A feeling of disquiet
I was sitting on the subway coming home this afternoon and at Atlantic Avenue a young man sat down next to me. He was clearly muslim by his appearance. He was holding a large bag and started fiddling with a cell phone. My first thought was, uh maybe this isn't the best place to be sitting since if there's something in that bag that's set to detonate soon I'm the first gone. I kept surreptitiously glancing at the bag which was partially open but couldn't really see anything. After he stopped fiddling with the phone he reached in the bag for a book and read the rest of the trip (got off at my stop and then got on the same bus I take, never saw him before this though). I should add that as of today the NYPD is doing random bag searches in the subways and buses. They also just increased security at my building at work and for a change are actually really scanning IDs and checking bags. And of course this after yesterday's bombings and coming in this morning to hear about the shooting in the London subways.
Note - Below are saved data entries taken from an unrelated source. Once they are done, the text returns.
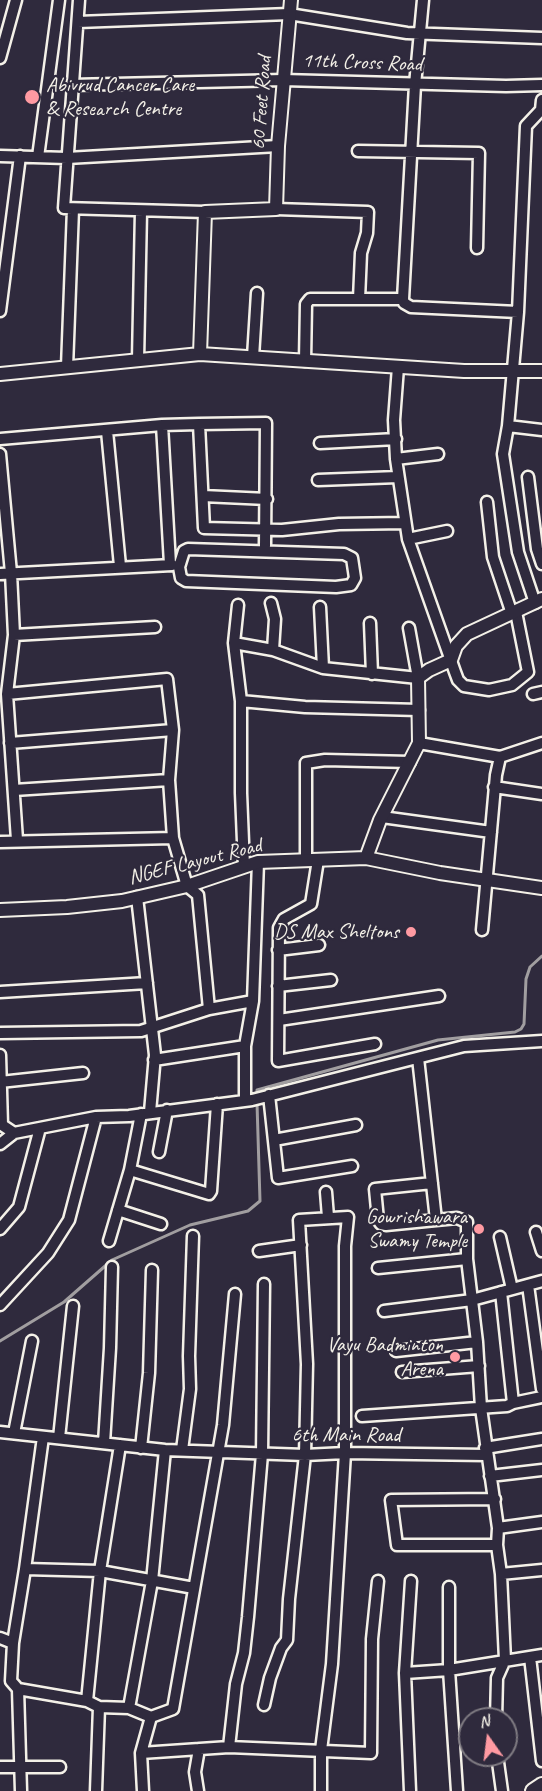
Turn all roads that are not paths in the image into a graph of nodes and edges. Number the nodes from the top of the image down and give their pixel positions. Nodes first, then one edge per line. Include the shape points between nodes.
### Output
1 (16, 0) edge
2 (59, 0) edge
3 (80, 0) edge
4 (291, 0) edge
5 (423, 0) edge
6 (289, 14) junction
7 (78, 22) junction
8 (421, 34) junction
9 (542, 38) edge
10 (0, 58) edge
11 (283, 80) junction
12 (72, 85) junction
13 (415, 85) junction
14 (542, 85) edge
15 (542, 100) edge
16 (538, 118) edge
17 (278, 146) junction
18 (358, 151) dead end
19 (411, 151) junction
20 (0, 156) edge
21 (20, 156) junction
22 (38, 157) junction
23 (67, 158) junction
24 (73, 209) junction
25 (276, 209) junction
26 (141, 211) junction
27 (205, 212) junction
28 (477, 248) dead end
29 (257, 293) dead end
30 (359, 299) junction
31 (403, 299) junction
32 (0, 311) edge
33 (518, 312) junction
34 (200, 354) junction
35 (253, 357) junction
36 (138, 360) junction
37 (305, 361) junction
38 (68, 367) junction
39 (398, 367) junction
40 (514, 370) junction
41 (542, 371) edge
42 (0, 374) edge
43 (199, 424) junction
44 (162, 425) junction
45 (508, 426) junction
46 (542, 429) edge
47 (107, 430) junction
48 (0, 439) edge
49 (396, 439) junction
50 (320, 443) dead end
51 (0, 454) edge
52 (438, 454) dead end
53 (396, 459) junction
54 (398, 477) junction
55 (528, 477) dead end
56 (318, 480) dead end
57 (203, 496) junction
58 (267, 499) junction
59 (486, 502) dead end
60 (405, 522) junction
61 (265, 530) junction
62 (447, 531) dead end
63 (408, 539) junction
64 (265, 546) dead end
65 (542, 564) edge
66 (174, 565) junction
67 (120, 566) junction
68 (6, 574) edge
69 (538, 601) edge
70 (271, 603) dead end
71 (238, 605) dead end
72 (320, 607) dead end
73 (514, 613) junction
74 (370, 623) dead end
75 (154, 627) dead end
76 (409, 628) dead end
77 (14, 635) junction
78 (234, 643) junction
79 (273, 650) junction
80 (451, 660) junction
81 (323, 668) junction
82 (372, 674) junction
83 (418, 678) junction
84 (7, 694) junction
85 (241, 701) junction
86 (419, 710) junction
87 (173, 730) junction
88 (542, 742) edge
89 (10, 743) junction
90 (419, 743) junction
91 (500, 757) junction
92 (410, 762) junction
93 (169, 780) junction
94 (495, 787) junction
95 (14, 790) junction
96 (542, 794) edge
97 (382, 817) junction
98 (491, 832) junction
99 (173, 838) junction
100 (17, 840) junction
101 (0, 842) edge
102 (366, 858) junction
103 (312, 860) junction
104 (258, 862) junction
105 (244, 866) junction
106 (487, 879) junction
107 (187, 886) junction
108 (542, 888) edge
109 (137, 897) junction
110 (0, 910) edge
111 (482, 930) dead end
112 (319, 945) dead end
113 (278, 950) junction
114 (331, 980) dead end
115 (147, 983) junction
116 (278, 986) junction
117 (0, 992) edge
118 (439, 996) dead end
119 (253, 1001) junction
120 (209, 1009) junction
121 (279, 1020) junction
122 (152, 1028) junction
123 (0, 1033) edge
124 (542, 1041) edge
125 (375, 1044) dead end
126 (245, 1046) junction
127 (0, 1055) edge
128 (418, 1058) junction
129 (154, 1060) junction
130 (83, 1073) dead end
131 (0, 1082) edge
132 (257, 1098) junction
133 (217, 1104) junction
134 (167, 1110) junction
135 (145, 1113) junction
136 (96, 1117) junction
137 (1, 1125) edge
138 (356, 1125) dead end
139 (40, 1128) junction
140 (14, 1133) junction
141 (274, 1140) junction
142 (0, 1144) edge
143 (159, 1152) dead end
144 (352, 1166) dead end
145 (130, 1170) junction
146 (432, 1183) junction
147 (326, 1192) dead end
148 (118, 1210) junction
149 (328, 1217) junction
150 (436, 1220) junction
151 (161, 1224) dead end
152 (0, 1229) edge
153 (537, 1232) dead end
154 (193, 1236) dead end
155 (500, 1237) dead end
156 (109, 1241) dead end
157 (301, 1245) junction
158 (259, 1251) dead end
159 (542, 1251) edge
160 (467, 1259) junction
161 (112, 1267) dead end
162 (378, 1268) dead end
163 (152, 1269) dead end
164 (542, 1281) edge
165 (264, 1284) dead end
166 (528, 1285) junction
167 (507, 1291) junction
168 (234, 1294) dead end
169 (472, 1300) junction
170 (0, 1305) edge
171 (73, 1306) dead end
172 (384, 1311) dead end
173 (32, 1341) dead end
174 (477, 1342) junction
175 (396, 1351) dead end
176 (479, 1366) junction
177 (402, 1372) dead end
178 (542, 1389) edge
179 (542, 1397) edge
180 (513, 1403) junction
181 (481, 1408) junction
182 (362, 1416) dead end
183 (0, 1432) edge
184 (14, 1433) junction
185 (43, 1437) junction
186 (59, 1438) junction
187 (542, 1440) edge
188 (104, 1443) junction
189 (120, 1445) junction
190 (141, 1448) junction
191 (165, 1450) junction
192 (182, 1450) junction
193 (219, 1451) junction
194 (486, 1452) junction
195 (262, 1454) junction
196 (345, 1454) junction
197 (304, 1455) junction
198 (542, 1470) edge
199 (490, 1476) junction
200 (495, 1498) junction
201 (542, 1522) edge
202 (498, 1528) junction
203 (497, 1545) junction
204 (25, 1569) junction
205 (542, 1569) edge
206 (100, 1571) junction
207 (501, 1574) junction
208 (152, 1581) junction
209 (378, 1581) dead end
210 (411, 1581) dead end
211 (449, 1587) dead end
212 (194, 1588) junction
213 (0, 1638) edge
214 (13, 1643) junction
215 (542, 1655) edge
216 (530, 1657) junction
217 (505, 1660) junction
218 (449, 1670) junction
219 (405, 1672) junction
220 (10, 1684) edge
221 (87, 1701) junction
222 (264, 1705) dead end
223 (99, 1707) junction
224 (496, 1707) edge
225 (129, 1708) junction
226 (151, 1717) junction
227 (229, 1747) junction
228 (199, 1749) junction
229 (321, 1750) junction
230 (141, 1753) junction
231 (542, 1761) edge
232 (0, 1767) edge
233 (20, 1767) junction
234 (60, 1767) dead end
235 (499, 1767) edge
236 (21, 1791) edge
237 (96, 1791) edge
238 (143, 1791) edge
239 (198, 1791) edge
240 (321, 1791) edge
241 (410, 1791) edge
242 (457, 1791) edge
243 (502, 1791) edge

1 - 10 street
2 - 22 street
3 - 7 street
4 - 6 street, 60 Feet Road
5 - 8 street
6 - 7 street
6 - 8 street
6 - 11 street, 60 Feet Road
7 - 12 street
8 - 9 street
8 - 13 street
11 - 12 street, 11th Cross Road
11 - 13 street, 11th Cross Road
11 - 17 street, 60 Feet Road
12 - 23 street
13 - 14 street, 11th Cross Road
13 - 19 street
15 - 16 street
16 - 33 street via 526,126
17 - 23 street
17 - 25 street, 60 Feet Road
18 - 19 street
19 - 28 street via 479,153
19 - 31 street
20 - 21 street
21 - 22 street
21 - 32 street
22 - 23 street
23 - 24 street via 64,208
24 - 26 street
24 - 38 street
25 - 27 street
25 - 30 street via 368,212
26 - 27 street
26 - 36 street
27 - 34 street
29 - 35 street
30 - 31 street
30 - 37 street via 307,301
31 - 33 street via 411,307
33 - 40 street
34 - 35 street
34 - 36 street
35 - 37 street
36 - 38 street
37 - 39 street
38 - 42 street
39 - 40 street
39 - 49 street
40 - 41 street
40 - 45 street
43 - 44 street
43 - 57 street
43 - 58 street via 266,423
44 - 47 street
44 - 66 street
45 - 46 street
45 - 69 street via 503,454 518,552
47 - 48 street
47 - 67 street
49 - 50 street
49 - 53 street
51 - 68 street
52 - 53 street
53 - 54 street
54 - 56 street
54 - 60 street
55 - 65 street
57 - 58 street
57 - 61 street via 204,528
58 - 61 street
59 - 73 street via 493,557
60 - 61 street
60 - 63 street
61 - 64 street
62 - 63 street
63 - 80 street
66 - 66 street via 188,549 344,554 352,558 355,578 351,585 336,587 186,581
66 - 67 street
67 - 68 street
68 - 77 street
69 - 73 street
70 - 79 street
71 - 78 street
72 - 81 street
73 - 80 street via 467,634 456,646
73 - 80 street via 528,672 512,685 489,690 464,686
74 - 82 street
75 - 77 street
76 - 83 street
77 - 84 street
78 - 79 street
78 - 85 street
79 - 81 street
80 - 83 street
81 - 82 street
82 - 83 street
83 - 86 street
84 - 87 street via 167,679
84 - 89 street
85 - 86 street
85 - 105 street
86 - 90 street
87 - 89 street
87 - 93 street
88 - 91 street
89 - 95 street
90 - 91 street
90 - 92 street
91 - 94 street
92 - 97 street
92 - 103 street via 306,763
93 - 95 street
93 - 99 street
94 - 96 street
94 - 98 street
95 - 100 street
97 - 98 street
97 - 102 street
98 - 106 street
99 - 100 street
99 - 107 street
100 - 101 street
102 - 103 street, NGEF Layout Road
102 - 106 street, NGEF Layout Road
103 - 104 street, NGEF Layout Road
103 - 113 street via 311,904 284,919 279,928
104 - 105 street, NGEF Layout Road
104 - 119 street
105 - 107 street, NGEF Layout Road
106 - 108 street, NGEF Layout Road
106 - 111 street
107 - 109 street, NGEF Layout Road
107 - 120 street via 198,895
109 - 110 street, NGEF Layout Road via 67,907
109 - 115 street
112 - 113 street
113 - 116 street
114 - 116 street
115 - 117 street
115 - 122 street
116 - 121 street
118 - 121 street
119 - 120 street
119 - 126 street
120 - 122 street
121 - 125 street via 278,1061
122 - 123 street
122 - 129 street
124 - 128 street via 464,1046
126 - 129 street
126 - 132 street
127 - 131 street
128 - 132 street
128 - 146 street
129 - 135 street
130 - 131 street
131 - 137 street
132 - 133 street
132 - 141 street
133 - 134 street
133 - 145 street via 209,1194
134 - 135 street
134 - 143 street
135 - 136 street
135 - 145 street
136 - 139 street
136 - 170 street via 69,1220 48,1253
137 - 140 street
138 - 141 street
139 - 140 street
139 - 152 street via 19,1207
140 - 142 street
141 - 144 street via 278,1178
145 - 148 street
146 - 150 street
146 - 150 street via 375,1189 378,1220 386,1225
147 - 149 street
148 - 151 street
148 - 156 street
149 - 157 street via 299,1220
149 - 196 street via 348,1217
150 - 160 street via 457,1218 467,1222
153 - 159 street
154 - 192 street via 190,1389
155 - 167 street
157 - 158 street
157 - 197 street via 307,1364
160 - 162 street
160 - 169 street
161 - 188 street
163 - 190 street via 149,1373
164 - 166 street
165 - 195 street
166 - 167 street
166 - 178 street
167 - 169 street
167 - 180 street
168 - 193 street
169 - 172 street
169 - 174 street
171 - 186 street
173 - 184 street
174 - 175 street
174 - 176 street
176 - 177 street
176 - 181 street
179 - 180 street
180 - 181 street
181 - 182 street
181 - 194 street
183 - 184 street, 6th Main Road
184 - 185 street, 6th Main Road
185 - 186 street, 6th Main Road
185 - 204 street
186 - 188 street, 6th Main Road
187 - 194 street, 6th Main Road
188 - 189 street, 6th Main Road
189 - 190 street, 6th Main Road
189 - 206 street
190 - 191 street, 6th Main Road
191 - 192 street, 6th Main Road
191 - 208 street
192 - 193 street, 6th Main Road
193 - 195 street, 6th Main Road
193 - 212 street
194 - 196 street, 6th Main Road
194 - 199 street
195 - 197 street, 6th Main Road
195 - 227 street via 244,1653 236,1684
196 - 197 street, 6th Main Road
196 - 229 street via 332,1664
197 - 222 street via 287,1640 270,1678
198 - 199 street
199 - 200 street
200 - 202 street
200 - 203 street via 391,1500 397,1545
201 - 202 street
202 - 203 street
203 - 207 street
204 - 206 street
204 - 214 street
205 - 207 street
206 - 208 street
206 - 221 street
207 - 217 street
208 - 212 street
208 - 225 street
209 - 229 street via 372,1639 371,1753
210 - 219 street
211 - 218 street
212 - 226 street via 172,1709
213 - 214 street
214 - 220 street
215 - 216 street
216 - 217 street
216 - 231 street
217 - 218 street
217 - 224 street via 497,1678
218 - 219 street
218 - 242 street
219 - 241 street
220 - 221 street
220 - 233 street
221 - 223 street
223 - 225 street
223 - 237 street
225 - 226 street
226 - 230 street
227 - 228 street
227 - 229 street
228 - 230 street
228 - 239 street via 195,1772
229 - 240 street
230 - 238 street
232 - 233 street
233 - 234 street
233 - 236 street
235 - 243 street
But damn, I hate myself for even having these thoughts about this young man. It's certainly not like I've never rode the subway with someone who was visibly muslim. And logically I know someone who is a suicide bomber is not going to go out of their way to present as someone who might look like a suicide bomber, kwim? And I do "profile" every day on the subway in an unconscious sort of way. I can easily fall asleep on the train yet I'm hyperaware of who's around me. But before this my awareness filter was set mostly to psychos. I mean this is NYC, there's always the knowledge you can could robbed, pushed onto a track, gunned down by the random Colin Ferguson. Several years ago I was waiting around 5:30am on an outdoor platform when I saw a man get off the train across the platform. I have no idea why but I immediately had the thought that he was going to cross to my side, which meant he'd have to climb down and cross the tracks and climb back up on my side. And as soon as I thought it, he did it. And of course immediately keyed in on me and started harassing me. Thankfully there were several kind people on the platform who formed a circle around me and held off the freak until a cop came. Several months later I was accosted by the same guy again on the same platform. Now this kind of thing I'm prepared for. I'm not prepared to feel fearful of all of my fellow riders, my fellow inhabitants of this city, never knowing if that peaceful moment reading my NY Times magazine will be shattered and make my son an orphan.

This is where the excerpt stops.